Using the listing, work out the number of lines where "Westbury" shows up, and answer with that number alone.
********************
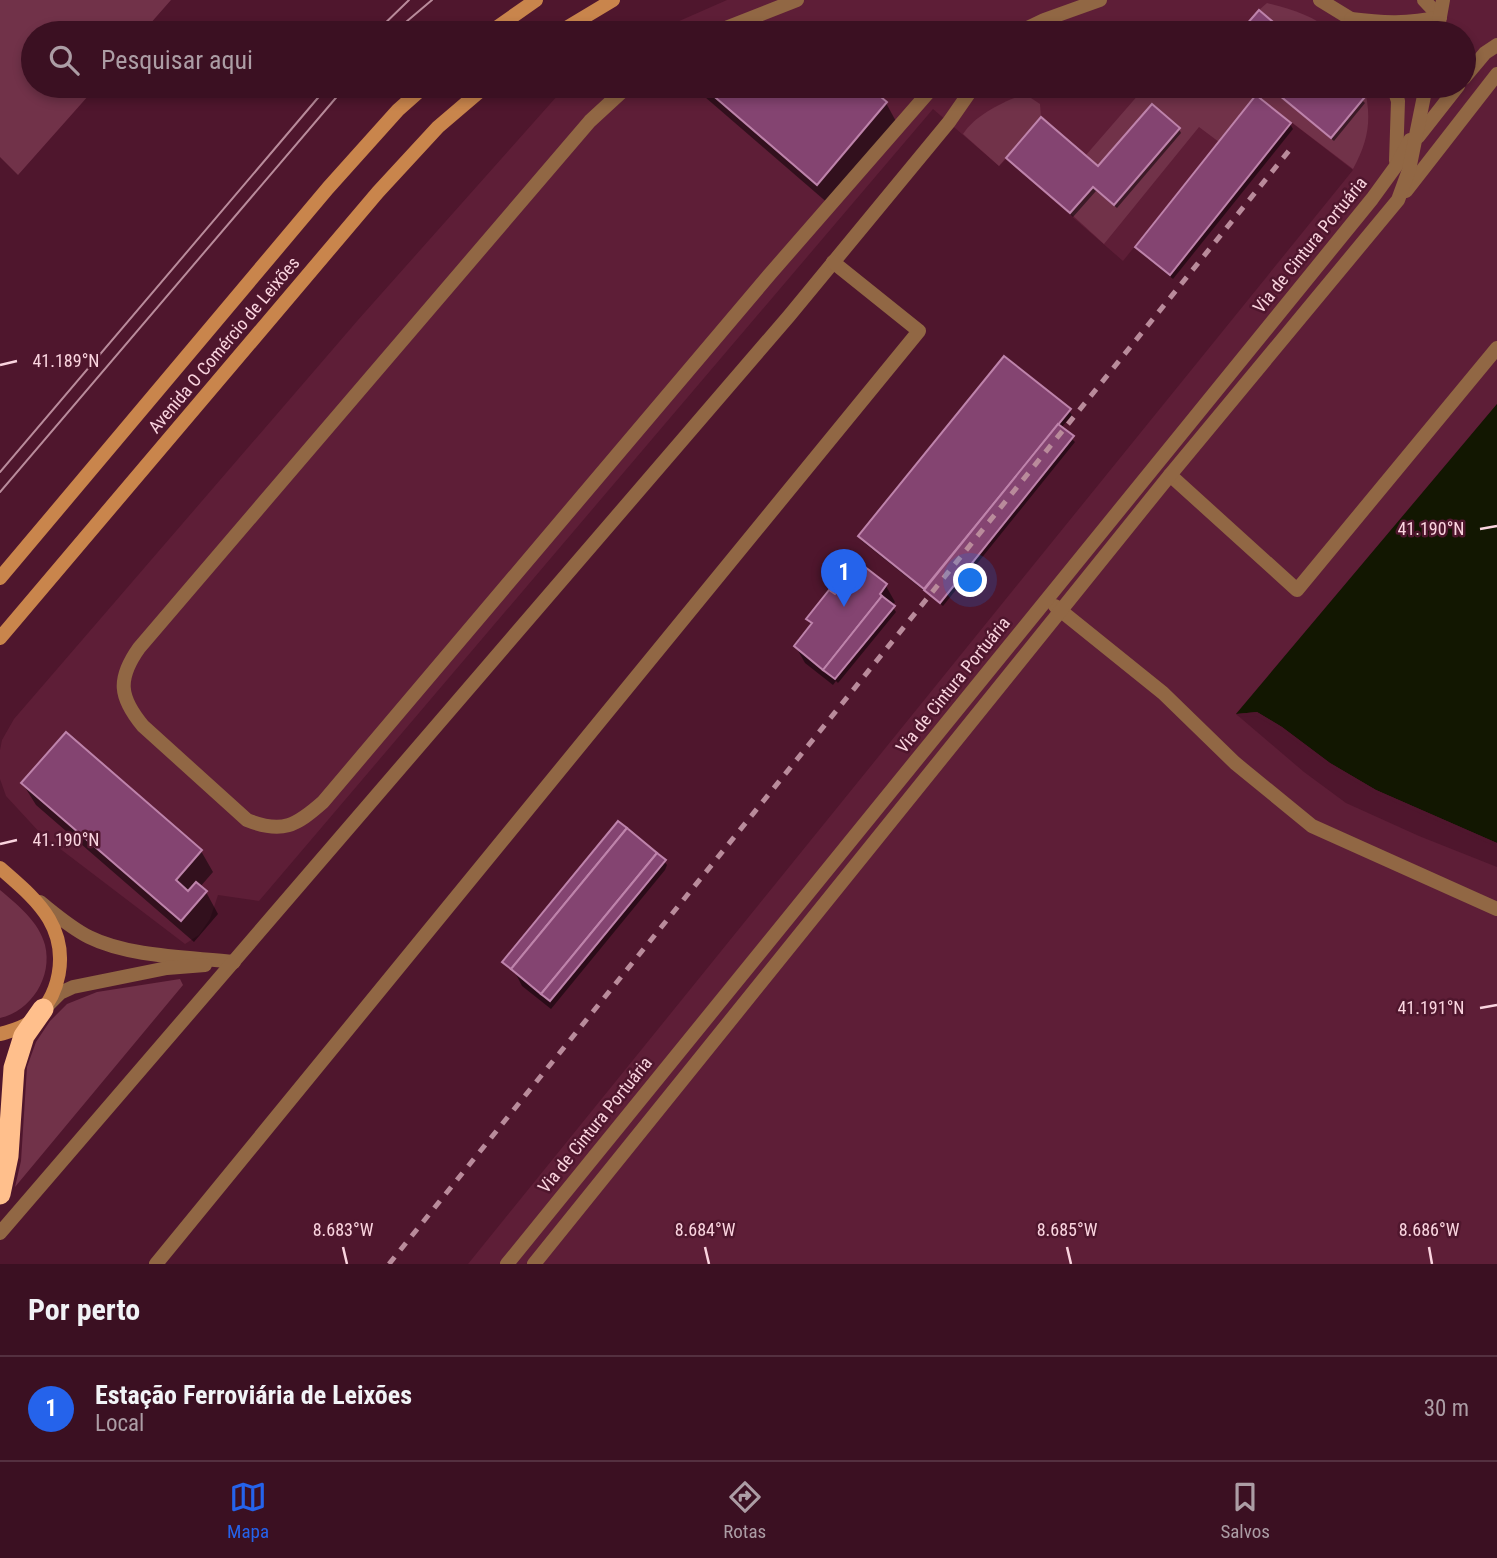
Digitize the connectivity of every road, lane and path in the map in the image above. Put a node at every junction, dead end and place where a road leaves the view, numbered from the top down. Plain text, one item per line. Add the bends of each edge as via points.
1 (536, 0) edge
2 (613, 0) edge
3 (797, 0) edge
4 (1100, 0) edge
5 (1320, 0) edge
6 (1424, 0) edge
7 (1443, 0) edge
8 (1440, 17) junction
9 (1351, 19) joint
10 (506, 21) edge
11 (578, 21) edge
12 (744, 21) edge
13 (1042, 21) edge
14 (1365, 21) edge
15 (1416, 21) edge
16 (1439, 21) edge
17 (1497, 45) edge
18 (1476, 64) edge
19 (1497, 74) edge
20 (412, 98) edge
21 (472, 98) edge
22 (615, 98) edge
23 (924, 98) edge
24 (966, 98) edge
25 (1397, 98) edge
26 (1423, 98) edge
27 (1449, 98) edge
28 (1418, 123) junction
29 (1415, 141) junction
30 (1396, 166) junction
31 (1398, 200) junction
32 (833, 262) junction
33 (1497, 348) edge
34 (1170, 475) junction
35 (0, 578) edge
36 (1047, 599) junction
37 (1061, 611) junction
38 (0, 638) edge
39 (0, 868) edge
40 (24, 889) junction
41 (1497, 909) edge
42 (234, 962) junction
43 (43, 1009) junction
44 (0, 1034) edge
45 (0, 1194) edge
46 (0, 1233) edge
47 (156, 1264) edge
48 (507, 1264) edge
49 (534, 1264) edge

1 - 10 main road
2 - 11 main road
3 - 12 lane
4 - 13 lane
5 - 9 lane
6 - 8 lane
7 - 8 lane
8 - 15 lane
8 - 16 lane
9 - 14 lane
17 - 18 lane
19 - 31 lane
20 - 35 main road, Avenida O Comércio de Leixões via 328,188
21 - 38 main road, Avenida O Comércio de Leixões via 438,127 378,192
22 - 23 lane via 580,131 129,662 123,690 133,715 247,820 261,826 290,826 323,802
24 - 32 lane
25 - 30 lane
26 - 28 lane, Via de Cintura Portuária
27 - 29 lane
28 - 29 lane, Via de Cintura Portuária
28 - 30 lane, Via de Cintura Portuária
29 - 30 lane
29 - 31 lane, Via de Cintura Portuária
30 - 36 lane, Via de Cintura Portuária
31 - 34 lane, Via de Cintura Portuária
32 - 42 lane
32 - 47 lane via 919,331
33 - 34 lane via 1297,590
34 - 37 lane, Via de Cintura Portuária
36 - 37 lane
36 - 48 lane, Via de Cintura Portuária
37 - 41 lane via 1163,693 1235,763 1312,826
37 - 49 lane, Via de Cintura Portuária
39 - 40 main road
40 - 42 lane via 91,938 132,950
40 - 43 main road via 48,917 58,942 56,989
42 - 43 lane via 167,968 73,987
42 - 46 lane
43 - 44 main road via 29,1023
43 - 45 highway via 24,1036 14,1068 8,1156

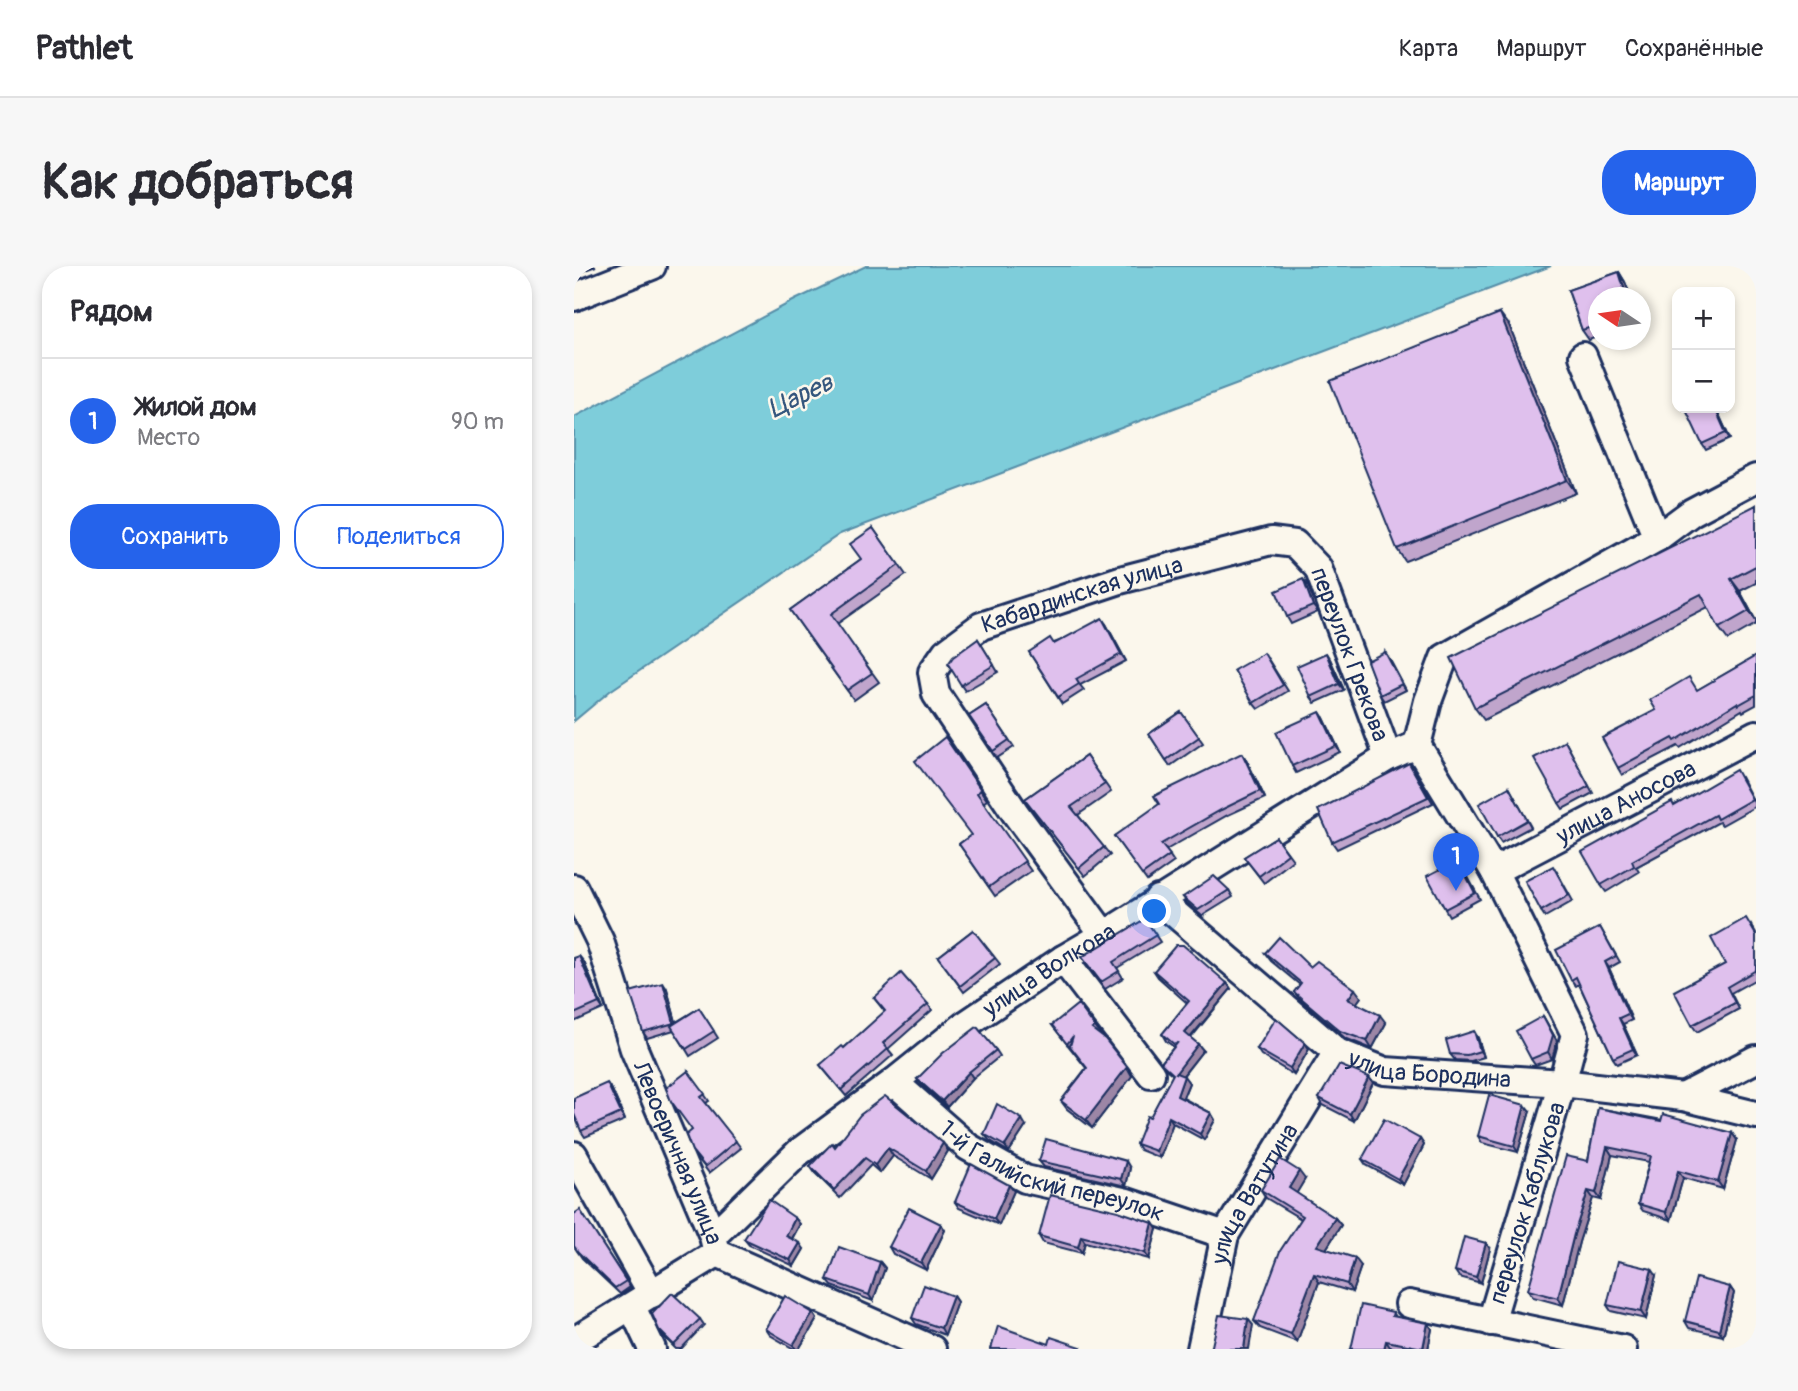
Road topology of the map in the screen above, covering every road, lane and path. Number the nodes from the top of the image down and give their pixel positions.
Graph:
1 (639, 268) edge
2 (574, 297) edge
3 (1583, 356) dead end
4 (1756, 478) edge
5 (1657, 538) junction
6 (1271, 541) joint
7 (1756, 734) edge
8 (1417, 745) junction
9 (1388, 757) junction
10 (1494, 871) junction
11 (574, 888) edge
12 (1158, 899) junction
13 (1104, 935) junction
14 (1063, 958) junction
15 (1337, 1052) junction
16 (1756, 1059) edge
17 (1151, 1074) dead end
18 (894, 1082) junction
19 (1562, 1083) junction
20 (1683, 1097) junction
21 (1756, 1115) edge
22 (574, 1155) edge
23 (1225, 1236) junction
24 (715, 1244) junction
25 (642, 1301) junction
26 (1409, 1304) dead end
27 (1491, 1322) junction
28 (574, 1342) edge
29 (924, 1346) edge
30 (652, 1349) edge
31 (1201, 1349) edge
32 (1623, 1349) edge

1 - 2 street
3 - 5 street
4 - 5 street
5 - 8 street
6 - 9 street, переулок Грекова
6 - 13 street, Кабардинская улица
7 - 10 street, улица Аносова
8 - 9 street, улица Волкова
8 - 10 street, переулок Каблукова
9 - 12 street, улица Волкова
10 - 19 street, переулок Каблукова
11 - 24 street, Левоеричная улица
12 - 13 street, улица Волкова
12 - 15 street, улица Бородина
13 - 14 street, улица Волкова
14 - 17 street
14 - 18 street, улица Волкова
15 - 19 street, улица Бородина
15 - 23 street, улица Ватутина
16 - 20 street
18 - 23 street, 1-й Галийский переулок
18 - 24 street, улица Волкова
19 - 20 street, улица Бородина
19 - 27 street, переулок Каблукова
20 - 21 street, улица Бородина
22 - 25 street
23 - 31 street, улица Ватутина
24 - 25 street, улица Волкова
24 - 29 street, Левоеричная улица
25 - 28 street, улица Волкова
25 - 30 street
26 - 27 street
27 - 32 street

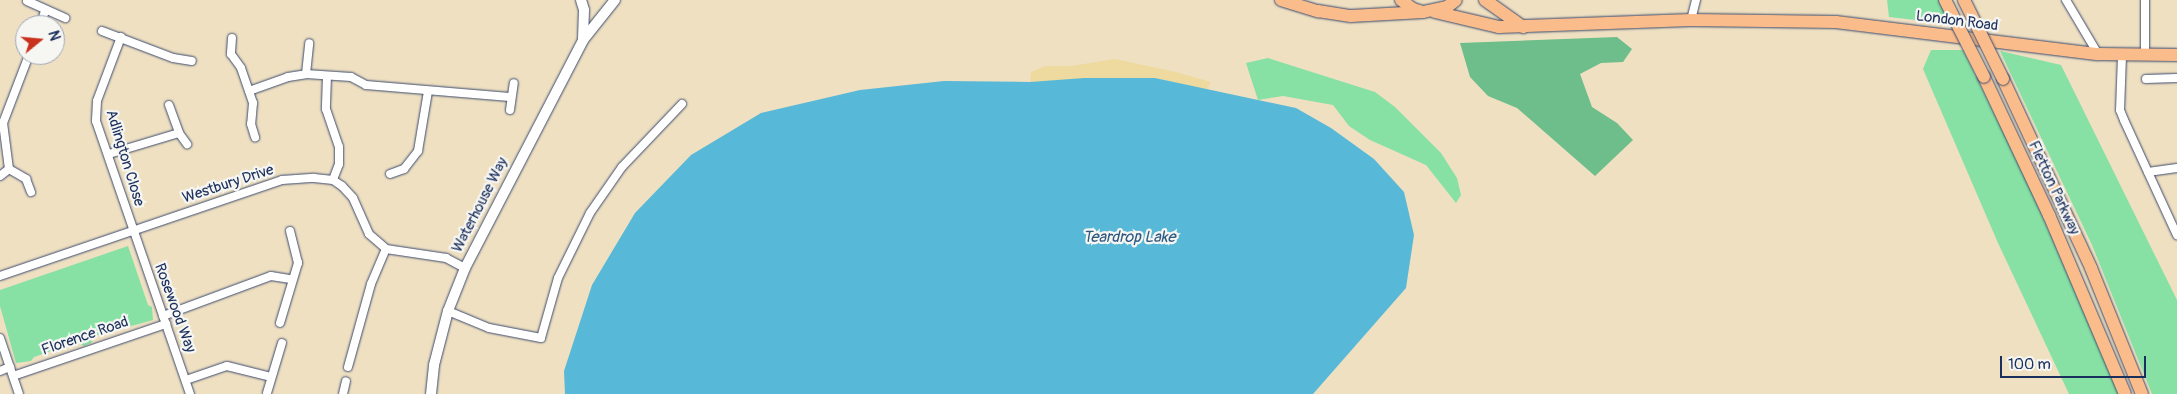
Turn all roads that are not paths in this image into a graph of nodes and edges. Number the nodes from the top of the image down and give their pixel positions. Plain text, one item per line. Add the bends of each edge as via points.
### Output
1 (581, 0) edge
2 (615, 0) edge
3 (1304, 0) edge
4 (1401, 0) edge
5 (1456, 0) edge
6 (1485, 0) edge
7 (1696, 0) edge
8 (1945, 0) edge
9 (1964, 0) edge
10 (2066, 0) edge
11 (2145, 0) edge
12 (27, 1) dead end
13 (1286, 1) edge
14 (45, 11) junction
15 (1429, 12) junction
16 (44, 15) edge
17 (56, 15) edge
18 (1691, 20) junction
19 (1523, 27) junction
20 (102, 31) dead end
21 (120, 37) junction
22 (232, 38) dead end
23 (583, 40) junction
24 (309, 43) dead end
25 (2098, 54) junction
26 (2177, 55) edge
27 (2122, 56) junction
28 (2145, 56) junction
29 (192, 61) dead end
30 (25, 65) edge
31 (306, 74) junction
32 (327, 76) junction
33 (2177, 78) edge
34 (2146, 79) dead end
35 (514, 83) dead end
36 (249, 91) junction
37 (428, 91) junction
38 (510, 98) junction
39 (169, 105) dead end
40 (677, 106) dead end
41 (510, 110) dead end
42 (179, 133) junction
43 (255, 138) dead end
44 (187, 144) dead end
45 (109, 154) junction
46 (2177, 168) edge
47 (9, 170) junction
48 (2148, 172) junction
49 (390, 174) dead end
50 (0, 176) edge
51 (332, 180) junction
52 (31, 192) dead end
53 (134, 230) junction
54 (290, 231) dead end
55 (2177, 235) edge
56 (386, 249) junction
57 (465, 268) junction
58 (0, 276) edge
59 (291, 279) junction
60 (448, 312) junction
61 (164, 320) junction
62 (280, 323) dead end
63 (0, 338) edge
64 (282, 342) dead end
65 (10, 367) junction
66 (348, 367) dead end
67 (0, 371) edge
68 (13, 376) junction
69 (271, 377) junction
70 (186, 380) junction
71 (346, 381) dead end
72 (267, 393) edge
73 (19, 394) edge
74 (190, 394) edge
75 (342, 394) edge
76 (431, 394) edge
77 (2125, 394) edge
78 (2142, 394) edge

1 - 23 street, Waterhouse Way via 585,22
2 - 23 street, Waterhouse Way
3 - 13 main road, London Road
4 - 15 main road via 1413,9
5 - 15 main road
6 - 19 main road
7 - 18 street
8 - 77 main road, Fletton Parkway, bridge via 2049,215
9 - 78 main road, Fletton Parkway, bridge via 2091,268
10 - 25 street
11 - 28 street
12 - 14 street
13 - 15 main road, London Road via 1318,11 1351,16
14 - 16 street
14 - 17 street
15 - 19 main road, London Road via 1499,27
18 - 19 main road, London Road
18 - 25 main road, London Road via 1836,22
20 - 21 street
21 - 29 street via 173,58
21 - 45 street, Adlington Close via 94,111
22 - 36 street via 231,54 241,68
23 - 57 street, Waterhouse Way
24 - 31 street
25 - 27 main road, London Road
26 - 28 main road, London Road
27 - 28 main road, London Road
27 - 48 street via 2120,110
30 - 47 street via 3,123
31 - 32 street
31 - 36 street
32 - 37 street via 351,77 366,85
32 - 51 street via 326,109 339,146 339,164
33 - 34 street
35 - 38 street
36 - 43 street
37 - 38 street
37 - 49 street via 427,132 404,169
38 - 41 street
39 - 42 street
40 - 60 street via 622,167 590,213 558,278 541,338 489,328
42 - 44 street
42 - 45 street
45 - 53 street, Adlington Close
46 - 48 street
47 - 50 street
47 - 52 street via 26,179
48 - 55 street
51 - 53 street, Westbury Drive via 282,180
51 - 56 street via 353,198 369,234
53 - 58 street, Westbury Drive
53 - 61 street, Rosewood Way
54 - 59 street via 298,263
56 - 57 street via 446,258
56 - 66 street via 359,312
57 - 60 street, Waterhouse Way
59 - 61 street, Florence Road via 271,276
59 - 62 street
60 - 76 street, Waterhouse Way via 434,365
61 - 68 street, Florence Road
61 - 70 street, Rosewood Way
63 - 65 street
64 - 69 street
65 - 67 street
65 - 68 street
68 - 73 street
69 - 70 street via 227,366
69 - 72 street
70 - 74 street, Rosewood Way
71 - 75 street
********************
RESPONSE: 2